[Extracted records]
━━━━━━━━

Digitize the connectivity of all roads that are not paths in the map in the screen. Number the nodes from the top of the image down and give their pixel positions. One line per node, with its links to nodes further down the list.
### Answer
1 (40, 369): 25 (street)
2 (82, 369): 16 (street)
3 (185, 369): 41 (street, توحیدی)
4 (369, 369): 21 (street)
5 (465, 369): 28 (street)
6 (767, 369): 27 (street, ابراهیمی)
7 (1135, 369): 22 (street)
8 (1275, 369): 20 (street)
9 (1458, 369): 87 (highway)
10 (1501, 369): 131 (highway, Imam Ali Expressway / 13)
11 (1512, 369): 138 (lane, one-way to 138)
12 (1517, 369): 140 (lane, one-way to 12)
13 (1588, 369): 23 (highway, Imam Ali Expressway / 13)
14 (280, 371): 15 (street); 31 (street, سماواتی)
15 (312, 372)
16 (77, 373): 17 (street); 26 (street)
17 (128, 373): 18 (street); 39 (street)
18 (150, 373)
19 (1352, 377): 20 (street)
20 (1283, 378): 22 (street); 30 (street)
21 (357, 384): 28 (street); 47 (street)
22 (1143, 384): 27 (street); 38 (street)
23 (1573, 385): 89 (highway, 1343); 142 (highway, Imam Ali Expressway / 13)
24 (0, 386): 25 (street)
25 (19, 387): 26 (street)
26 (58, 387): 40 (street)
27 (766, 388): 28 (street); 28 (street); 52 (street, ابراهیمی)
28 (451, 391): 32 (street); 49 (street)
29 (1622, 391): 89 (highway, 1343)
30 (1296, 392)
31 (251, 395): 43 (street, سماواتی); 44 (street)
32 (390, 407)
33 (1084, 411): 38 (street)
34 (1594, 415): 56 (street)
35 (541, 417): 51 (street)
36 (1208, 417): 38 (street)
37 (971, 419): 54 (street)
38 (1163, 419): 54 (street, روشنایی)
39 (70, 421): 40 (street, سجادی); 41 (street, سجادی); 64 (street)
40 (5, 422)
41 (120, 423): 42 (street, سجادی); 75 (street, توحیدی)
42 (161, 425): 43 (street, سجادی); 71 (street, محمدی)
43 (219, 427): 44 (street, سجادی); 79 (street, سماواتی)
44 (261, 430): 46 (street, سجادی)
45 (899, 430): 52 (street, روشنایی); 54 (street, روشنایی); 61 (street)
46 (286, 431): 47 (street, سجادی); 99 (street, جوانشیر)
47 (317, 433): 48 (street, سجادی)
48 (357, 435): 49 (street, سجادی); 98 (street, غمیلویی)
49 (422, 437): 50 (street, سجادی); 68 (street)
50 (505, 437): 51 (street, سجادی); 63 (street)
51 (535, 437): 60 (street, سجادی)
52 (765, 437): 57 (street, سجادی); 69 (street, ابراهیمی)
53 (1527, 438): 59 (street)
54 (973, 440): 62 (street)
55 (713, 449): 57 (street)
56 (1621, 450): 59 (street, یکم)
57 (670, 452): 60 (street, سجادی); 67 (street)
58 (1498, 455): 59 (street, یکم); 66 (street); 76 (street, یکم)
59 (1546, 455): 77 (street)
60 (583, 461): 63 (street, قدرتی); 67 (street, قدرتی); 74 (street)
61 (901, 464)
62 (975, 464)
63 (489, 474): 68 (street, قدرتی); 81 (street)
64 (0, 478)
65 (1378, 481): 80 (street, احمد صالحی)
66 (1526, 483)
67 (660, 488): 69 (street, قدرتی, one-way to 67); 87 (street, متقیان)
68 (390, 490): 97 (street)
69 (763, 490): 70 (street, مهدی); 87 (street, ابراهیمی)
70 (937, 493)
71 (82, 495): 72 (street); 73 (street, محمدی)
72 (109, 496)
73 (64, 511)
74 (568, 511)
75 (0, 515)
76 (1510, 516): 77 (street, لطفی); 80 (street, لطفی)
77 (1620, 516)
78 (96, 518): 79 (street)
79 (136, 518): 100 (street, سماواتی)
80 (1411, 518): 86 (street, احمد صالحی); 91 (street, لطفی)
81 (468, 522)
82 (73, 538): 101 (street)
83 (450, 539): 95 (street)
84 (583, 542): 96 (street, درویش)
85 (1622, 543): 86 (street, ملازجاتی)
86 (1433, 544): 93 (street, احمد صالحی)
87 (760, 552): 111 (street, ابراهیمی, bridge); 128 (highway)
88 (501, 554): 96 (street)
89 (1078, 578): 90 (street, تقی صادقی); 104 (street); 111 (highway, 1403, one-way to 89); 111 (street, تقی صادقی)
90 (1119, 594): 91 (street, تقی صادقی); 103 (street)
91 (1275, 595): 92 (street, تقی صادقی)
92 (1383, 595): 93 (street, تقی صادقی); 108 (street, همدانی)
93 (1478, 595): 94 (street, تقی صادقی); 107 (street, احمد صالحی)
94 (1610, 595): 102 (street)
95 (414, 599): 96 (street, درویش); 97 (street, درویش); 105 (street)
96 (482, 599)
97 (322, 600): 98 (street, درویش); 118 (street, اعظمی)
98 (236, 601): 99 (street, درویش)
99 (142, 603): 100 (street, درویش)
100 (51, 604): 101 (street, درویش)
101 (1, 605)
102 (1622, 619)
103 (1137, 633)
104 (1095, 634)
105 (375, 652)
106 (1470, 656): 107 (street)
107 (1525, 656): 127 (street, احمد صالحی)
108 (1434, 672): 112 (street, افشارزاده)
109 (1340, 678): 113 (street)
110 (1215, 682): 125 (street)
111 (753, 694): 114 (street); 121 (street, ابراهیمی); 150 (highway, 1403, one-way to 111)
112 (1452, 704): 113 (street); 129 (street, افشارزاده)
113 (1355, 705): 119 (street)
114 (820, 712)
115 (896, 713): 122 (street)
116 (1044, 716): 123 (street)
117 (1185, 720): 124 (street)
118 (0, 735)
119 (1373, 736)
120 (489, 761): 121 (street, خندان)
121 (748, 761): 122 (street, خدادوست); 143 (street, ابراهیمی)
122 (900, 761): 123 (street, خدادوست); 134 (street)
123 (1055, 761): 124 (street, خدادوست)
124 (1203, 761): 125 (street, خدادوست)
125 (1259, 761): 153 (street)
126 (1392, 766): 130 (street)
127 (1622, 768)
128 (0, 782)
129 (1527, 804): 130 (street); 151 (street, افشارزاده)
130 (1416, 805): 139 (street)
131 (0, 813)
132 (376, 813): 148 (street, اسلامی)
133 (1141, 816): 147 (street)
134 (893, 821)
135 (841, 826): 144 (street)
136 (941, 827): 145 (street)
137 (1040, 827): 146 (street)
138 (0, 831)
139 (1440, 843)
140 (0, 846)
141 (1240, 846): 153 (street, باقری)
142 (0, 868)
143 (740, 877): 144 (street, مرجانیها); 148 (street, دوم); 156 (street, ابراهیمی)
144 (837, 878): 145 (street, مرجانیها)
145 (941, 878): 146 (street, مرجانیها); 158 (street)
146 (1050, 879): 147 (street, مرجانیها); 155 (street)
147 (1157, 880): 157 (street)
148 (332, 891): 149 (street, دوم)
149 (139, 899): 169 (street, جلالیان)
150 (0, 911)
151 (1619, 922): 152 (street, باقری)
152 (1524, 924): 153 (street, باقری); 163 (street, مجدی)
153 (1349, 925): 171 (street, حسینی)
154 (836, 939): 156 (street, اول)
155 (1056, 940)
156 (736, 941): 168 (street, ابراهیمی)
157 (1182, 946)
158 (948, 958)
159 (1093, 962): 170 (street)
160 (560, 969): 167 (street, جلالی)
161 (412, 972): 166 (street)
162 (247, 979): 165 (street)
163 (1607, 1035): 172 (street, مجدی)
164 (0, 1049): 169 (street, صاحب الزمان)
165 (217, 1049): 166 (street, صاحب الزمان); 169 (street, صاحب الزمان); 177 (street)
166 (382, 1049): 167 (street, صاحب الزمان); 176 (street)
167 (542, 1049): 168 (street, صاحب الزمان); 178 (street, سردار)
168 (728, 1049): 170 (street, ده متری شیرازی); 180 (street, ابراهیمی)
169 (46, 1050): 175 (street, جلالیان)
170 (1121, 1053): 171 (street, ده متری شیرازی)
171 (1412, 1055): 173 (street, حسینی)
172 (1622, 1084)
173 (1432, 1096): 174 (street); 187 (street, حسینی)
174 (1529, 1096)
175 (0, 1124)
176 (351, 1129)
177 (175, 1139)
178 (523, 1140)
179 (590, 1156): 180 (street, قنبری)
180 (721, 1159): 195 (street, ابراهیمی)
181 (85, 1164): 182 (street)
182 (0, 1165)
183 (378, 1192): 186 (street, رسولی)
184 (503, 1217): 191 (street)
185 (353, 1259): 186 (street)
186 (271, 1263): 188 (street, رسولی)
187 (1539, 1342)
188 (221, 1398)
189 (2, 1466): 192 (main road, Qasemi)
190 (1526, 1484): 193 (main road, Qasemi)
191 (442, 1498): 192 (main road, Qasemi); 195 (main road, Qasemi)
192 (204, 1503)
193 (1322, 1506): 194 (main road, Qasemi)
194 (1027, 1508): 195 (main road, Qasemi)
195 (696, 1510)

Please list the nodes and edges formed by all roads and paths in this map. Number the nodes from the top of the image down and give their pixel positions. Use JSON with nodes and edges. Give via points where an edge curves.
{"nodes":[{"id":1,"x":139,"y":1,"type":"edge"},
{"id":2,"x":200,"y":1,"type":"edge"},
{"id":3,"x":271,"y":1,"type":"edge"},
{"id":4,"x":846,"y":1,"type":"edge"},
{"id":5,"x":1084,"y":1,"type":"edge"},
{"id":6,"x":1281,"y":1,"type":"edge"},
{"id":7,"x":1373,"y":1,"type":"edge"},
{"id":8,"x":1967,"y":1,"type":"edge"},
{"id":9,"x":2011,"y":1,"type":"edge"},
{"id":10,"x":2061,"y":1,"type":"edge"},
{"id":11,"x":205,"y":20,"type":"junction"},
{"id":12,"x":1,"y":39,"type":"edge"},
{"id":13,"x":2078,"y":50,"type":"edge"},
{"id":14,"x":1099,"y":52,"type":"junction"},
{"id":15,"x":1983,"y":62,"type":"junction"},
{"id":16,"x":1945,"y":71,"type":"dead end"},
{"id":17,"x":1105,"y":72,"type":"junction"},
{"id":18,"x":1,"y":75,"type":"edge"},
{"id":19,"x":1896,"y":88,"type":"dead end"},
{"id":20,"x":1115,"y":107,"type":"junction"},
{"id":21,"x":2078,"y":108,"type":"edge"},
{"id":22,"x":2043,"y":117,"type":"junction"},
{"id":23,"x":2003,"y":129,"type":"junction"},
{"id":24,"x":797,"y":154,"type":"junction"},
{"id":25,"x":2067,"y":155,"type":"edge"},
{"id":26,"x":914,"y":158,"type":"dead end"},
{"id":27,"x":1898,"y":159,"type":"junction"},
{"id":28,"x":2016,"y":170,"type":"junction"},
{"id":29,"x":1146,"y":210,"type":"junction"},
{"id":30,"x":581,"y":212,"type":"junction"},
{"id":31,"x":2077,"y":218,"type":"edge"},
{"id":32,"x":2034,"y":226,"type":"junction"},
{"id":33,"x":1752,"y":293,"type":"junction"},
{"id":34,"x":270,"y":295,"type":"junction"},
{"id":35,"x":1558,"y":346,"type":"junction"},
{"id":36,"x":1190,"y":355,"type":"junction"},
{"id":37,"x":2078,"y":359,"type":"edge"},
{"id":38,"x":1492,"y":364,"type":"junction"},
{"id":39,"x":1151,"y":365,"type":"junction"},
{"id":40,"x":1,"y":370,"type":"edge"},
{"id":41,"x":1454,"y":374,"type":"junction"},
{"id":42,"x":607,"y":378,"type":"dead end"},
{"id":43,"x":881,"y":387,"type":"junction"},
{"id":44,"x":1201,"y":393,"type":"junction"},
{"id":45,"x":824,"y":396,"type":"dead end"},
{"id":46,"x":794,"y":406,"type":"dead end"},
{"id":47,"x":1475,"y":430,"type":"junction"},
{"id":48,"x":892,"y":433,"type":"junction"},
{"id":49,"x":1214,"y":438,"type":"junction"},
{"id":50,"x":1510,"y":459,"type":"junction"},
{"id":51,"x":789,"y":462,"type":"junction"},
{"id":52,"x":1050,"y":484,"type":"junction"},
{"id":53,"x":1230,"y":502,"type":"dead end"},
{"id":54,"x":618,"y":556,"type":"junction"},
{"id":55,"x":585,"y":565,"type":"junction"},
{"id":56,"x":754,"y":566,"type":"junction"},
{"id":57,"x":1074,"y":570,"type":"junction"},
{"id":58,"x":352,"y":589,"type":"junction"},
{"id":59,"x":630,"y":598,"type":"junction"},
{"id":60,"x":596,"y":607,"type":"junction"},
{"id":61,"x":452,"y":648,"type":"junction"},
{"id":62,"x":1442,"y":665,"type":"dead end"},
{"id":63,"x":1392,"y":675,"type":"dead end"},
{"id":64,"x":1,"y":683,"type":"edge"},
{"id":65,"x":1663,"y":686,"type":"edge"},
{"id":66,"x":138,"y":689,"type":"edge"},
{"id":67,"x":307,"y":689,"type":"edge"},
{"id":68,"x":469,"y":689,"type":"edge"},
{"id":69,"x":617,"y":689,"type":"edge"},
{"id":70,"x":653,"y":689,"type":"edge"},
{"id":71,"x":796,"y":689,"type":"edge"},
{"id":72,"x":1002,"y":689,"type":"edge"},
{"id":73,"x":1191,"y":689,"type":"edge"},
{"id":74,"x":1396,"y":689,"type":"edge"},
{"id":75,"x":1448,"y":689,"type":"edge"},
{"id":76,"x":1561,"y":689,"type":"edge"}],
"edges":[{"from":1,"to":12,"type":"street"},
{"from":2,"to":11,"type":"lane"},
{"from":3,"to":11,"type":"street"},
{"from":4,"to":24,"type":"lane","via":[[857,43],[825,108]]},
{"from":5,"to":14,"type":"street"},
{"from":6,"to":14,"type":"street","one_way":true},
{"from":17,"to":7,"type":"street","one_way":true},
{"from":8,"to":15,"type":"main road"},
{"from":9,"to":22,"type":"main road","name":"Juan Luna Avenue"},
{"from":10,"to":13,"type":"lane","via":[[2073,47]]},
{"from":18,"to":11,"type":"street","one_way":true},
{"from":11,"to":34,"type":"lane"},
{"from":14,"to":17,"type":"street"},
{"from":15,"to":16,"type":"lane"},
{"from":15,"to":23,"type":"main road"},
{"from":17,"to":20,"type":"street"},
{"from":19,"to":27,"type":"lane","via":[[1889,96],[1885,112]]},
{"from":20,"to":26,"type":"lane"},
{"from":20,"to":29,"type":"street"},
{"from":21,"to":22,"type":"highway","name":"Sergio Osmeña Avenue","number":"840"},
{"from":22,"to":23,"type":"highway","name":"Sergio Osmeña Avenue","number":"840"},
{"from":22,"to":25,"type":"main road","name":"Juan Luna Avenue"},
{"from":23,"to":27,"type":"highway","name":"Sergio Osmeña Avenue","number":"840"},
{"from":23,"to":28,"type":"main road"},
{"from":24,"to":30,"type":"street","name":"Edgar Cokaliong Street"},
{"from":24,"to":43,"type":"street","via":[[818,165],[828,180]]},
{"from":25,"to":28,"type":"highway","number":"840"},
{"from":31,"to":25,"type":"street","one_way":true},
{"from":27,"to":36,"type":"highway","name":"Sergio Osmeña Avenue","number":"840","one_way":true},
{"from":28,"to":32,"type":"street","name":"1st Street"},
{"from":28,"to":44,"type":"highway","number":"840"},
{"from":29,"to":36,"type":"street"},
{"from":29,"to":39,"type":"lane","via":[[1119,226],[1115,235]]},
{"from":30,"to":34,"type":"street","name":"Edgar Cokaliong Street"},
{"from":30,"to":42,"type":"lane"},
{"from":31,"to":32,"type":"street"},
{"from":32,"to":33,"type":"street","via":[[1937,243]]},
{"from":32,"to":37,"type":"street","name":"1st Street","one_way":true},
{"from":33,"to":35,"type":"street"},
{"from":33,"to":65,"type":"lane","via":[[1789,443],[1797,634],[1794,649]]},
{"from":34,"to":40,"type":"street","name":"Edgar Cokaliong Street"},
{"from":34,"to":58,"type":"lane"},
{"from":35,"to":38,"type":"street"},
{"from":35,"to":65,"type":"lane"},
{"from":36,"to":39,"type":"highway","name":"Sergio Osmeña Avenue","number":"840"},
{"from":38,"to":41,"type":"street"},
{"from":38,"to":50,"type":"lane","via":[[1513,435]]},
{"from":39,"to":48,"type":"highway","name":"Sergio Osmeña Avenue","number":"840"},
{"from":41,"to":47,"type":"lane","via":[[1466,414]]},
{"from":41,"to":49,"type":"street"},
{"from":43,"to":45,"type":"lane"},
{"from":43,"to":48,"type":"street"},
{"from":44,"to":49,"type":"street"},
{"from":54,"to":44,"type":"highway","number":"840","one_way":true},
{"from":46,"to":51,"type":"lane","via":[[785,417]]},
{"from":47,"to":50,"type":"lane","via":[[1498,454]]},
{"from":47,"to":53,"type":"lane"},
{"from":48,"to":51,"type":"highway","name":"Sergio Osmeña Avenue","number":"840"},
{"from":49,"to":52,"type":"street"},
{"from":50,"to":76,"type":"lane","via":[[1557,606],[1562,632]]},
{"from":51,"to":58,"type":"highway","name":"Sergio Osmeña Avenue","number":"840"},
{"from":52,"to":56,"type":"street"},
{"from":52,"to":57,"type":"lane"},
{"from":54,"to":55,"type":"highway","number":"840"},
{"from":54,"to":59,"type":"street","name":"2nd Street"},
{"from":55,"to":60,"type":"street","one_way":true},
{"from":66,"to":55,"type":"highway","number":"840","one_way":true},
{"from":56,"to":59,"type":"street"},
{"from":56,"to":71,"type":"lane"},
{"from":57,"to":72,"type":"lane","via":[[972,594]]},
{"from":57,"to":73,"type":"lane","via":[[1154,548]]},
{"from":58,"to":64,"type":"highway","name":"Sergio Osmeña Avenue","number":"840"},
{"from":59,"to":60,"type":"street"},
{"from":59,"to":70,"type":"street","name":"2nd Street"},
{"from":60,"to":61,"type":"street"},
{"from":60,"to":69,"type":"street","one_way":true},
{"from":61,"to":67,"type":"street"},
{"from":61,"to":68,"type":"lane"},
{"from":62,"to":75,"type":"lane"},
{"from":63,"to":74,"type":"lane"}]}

━━━━━━━━

* **Instructions to follow**: Please copy each line of the entries in which the word "رسولی" shows up.

* **Result of this exercise**:
183 (378, 1192): 186 (street, رسولی)
186 (271, 1263): 188 (street, رسولی)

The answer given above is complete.